The AECT is promoting a New Zealand Institute of Economic Research (NZIER) report as the last word in why power over Vector should continue to be vested in its own hands. The alternatives are handing it over to the Auckland councils which are the trust's capital beneficiaries, professional trustee management, distributed ownership among income beneficiaries or a special purpose infrastructure investment body.
The September report, which was clearly commissioned to ward off a renewed challenge from the councils as well as provide a retort to candidates for trustee jobs who want to disband the trust, rests on the notion that maintaining AECT ownership is the only way to ensure that the councils don't expropriate the current property rights enjoyed by the trust's income beneficiaries - electricity consumers in Auckland City, Manukau and Papakura. The trust distributes dividends from its Vector shares to electricity users who fall within the boundaries of the old Auckland Electric Power Board.
This is the guts of the report and marks the ideological battleground over which the AECT trustees and the councils will fight when this ongoing war resumes.
Only two of the four options that the NZIER comments on have any rational prospect of being on the table: distributed ownership, or establishing a special purpose infrastructure investment body.
The NZIER says that a distributed ownership - a one-third split of the Vector stake between the councils, the income beneficiaries and the Auckland regional council - would expropriate two-thirds of the income beneficiaries' current property rights and give them less say than under current trust control arrangements.
The argument is far-fetched.
It rests on the notion that a fair valuation cannot be placed on the respective interests of the income beneficiaries and the capital beneficiaries.
Investment banks make a living doing just that using discounted cash flow analyses, among other tools.
Given the above you would have to question whether this sponsored report is sufficiently independent and impartial in its assessment of the various options before making the surprise assessment that the current arrangements are superior.
It also introduces the regional council as a prospective owner when it is not a trust beneficiary in the first case but fails to mention that this would also expropriate the property rights of the three councils that are the capital beneficiaries as well as the income beneficiaries'.
The special purpose infrastructure company, which is likely to be a regional holding company, would more likely arise as part of the proposed changes to Auckland's overall governance.
Under this option the income beneficiaries could expect a cash payout, not the outright expropriation of their property rights mentioned in the report.
This concentration on the income beneficiaries' property rights to the total exclusion of the capital beneficiaries' interests meets the underlying interests of the trust's elected members.
They are elected by the income beneficiaries, not the capital beneficiaries although they owe a duty of care to both.
The report also predates the recent shambles in the Vector boardroom when three independent directors resigned in protest against the leadership of chair Michael Stiassny after trustee directors started flexing their muscles by pushing independents like top businessman John Goulter off the chairmanship of a key board committee.
Documents released this week under the Official Information Act confirmed the councils are set to lobby the Government for a law change to unwind the trust and put control of its 75.1 per cent Vector stake in their hands - as tipped in my December 24 column.
The councils, which inherit ownership of the Vector stake in 2073, have already lost one court battle on this score.
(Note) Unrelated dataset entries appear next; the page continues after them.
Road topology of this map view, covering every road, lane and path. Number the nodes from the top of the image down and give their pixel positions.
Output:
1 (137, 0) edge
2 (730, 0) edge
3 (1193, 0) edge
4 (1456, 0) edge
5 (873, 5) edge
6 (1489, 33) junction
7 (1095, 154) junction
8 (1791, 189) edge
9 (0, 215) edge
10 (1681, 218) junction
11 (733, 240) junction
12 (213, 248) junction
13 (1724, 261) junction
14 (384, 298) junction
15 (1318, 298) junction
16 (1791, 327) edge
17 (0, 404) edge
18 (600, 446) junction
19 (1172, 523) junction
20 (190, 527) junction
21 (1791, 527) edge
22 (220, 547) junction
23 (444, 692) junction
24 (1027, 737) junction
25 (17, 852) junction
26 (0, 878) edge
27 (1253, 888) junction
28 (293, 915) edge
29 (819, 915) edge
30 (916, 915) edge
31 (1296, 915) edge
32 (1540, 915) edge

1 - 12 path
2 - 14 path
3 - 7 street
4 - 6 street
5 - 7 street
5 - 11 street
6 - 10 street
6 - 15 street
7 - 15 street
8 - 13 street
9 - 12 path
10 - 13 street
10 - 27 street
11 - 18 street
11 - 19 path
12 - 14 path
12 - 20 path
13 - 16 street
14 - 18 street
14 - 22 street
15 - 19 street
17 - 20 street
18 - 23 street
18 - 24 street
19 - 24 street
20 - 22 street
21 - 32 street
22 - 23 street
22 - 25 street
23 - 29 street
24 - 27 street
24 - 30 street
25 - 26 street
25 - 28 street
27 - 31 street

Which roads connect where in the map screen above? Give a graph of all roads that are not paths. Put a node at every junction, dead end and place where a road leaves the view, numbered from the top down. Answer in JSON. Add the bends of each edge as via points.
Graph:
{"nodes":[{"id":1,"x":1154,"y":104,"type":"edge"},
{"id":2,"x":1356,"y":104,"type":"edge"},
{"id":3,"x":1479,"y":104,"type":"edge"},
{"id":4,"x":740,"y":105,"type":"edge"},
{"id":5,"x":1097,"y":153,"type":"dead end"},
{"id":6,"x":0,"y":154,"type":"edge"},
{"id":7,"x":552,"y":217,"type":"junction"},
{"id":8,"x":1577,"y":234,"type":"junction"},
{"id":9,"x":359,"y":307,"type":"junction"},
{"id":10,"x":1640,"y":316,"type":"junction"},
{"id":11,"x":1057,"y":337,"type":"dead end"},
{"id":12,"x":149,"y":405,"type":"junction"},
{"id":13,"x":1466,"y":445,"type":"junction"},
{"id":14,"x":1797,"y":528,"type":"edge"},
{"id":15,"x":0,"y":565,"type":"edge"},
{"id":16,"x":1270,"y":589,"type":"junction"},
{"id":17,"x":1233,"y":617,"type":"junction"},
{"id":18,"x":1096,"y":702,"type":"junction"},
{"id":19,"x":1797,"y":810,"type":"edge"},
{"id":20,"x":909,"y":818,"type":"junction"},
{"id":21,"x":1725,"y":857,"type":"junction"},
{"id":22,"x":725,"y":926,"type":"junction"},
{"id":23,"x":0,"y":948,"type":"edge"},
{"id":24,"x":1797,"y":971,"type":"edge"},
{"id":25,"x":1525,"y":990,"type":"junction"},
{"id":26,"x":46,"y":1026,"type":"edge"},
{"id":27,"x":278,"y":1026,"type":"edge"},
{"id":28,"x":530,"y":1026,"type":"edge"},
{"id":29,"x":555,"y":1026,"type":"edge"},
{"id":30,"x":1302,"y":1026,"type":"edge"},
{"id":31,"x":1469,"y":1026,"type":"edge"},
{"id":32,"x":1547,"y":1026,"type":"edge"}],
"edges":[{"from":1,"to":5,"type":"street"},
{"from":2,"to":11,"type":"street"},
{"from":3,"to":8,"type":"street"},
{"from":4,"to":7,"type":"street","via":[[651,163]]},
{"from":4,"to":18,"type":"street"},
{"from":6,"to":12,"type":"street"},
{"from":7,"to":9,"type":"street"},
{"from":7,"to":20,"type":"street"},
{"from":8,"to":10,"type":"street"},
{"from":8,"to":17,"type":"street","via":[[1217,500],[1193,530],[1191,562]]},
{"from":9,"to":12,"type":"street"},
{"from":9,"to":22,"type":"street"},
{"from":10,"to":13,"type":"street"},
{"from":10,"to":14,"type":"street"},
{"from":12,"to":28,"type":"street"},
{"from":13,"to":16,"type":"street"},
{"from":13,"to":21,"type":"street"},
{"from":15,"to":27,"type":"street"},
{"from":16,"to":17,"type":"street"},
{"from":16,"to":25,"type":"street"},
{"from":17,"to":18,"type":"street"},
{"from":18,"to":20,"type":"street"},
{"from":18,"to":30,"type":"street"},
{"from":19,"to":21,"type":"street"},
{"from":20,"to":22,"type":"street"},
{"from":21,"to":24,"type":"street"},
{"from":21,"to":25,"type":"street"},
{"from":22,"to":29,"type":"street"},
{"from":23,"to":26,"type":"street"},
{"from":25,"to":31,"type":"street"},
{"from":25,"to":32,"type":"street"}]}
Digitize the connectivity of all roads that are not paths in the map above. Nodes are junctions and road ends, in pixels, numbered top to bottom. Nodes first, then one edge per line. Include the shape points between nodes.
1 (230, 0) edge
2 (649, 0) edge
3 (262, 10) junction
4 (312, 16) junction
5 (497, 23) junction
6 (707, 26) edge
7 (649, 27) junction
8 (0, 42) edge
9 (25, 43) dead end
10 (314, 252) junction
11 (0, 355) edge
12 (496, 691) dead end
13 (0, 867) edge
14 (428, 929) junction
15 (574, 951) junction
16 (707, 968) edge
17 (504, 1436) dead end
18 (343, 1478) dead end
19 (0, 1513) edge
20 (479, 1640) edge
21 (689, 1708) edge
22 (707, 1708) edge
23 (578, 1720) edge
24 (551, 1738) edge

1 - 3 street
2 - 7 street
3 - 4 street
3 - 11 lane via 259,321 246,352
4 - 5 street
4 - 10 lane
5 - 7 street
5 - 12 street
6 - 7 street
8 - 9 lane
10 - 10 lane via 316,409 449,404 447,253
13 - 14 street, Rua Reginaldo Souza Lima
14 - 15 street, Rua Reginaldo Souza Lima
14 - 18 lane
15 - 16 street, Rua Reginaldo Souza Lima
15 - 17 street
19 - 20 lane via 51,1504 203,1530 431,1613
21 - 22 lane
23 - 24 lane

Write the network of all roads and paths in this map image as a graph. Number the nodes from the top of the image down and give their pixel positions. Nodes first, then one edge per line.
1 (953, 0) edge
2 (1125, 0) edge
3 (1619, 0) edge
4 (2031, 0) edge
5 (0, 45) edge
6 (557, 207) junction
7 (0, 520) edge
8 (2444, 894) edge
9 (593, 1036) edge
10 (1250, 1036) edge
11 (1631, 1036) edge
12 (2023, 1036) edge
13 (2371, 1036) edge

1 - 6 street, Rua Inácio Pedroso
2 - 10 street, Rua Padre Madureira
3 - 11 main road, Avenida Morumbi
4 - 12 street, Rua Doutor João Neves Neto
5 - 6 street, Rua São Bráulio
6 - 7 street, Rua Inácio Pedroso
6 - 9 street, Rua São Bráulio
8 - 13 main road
Nothing will move unless the Government unwinds the trust as part of a broader reshuffle of the structures by which Auckland is governed and alters ownership arrangements for various utilities.
Welcome aboard Richard Branson
Air NZ showed what market imperatives (aka Richard Branson) can achieve by announcing it would slash its cheapest domestic fares by up to 26 per cent to preserve market share.
Rob Fyfe's airline has been facing quite a bit of stick since management refused to give travellers a slice of the action by reducing the oil surcharge part of its fare in line with declining fuel prices.
Fyfe could only have been dismayed by the pasting Air NZ has taken from people's comments on media websites and blogs.
The suggestion, which is all that it is at this stage, that Branson's Pacific Blue airline might set up a cut-price competitor on domestic New Zealand routes has wrought the change of attitude at Air NZ HQ that mere consumer dissatisfaction couldn't.
It also once again reinforces the value of competition in keeping prices down and the quality of service up. The key issue will be whether Branson's possible move on to the domestic front will exclude Virgin from the list of those the Government is considering to ultimately take a cornerstone airline stake in Air NZ itself.
Getting Branson on board would do wonders for Air NZ's own image and quite a bit as well for this country's branding, given the business star's ability to plug countries where he operates.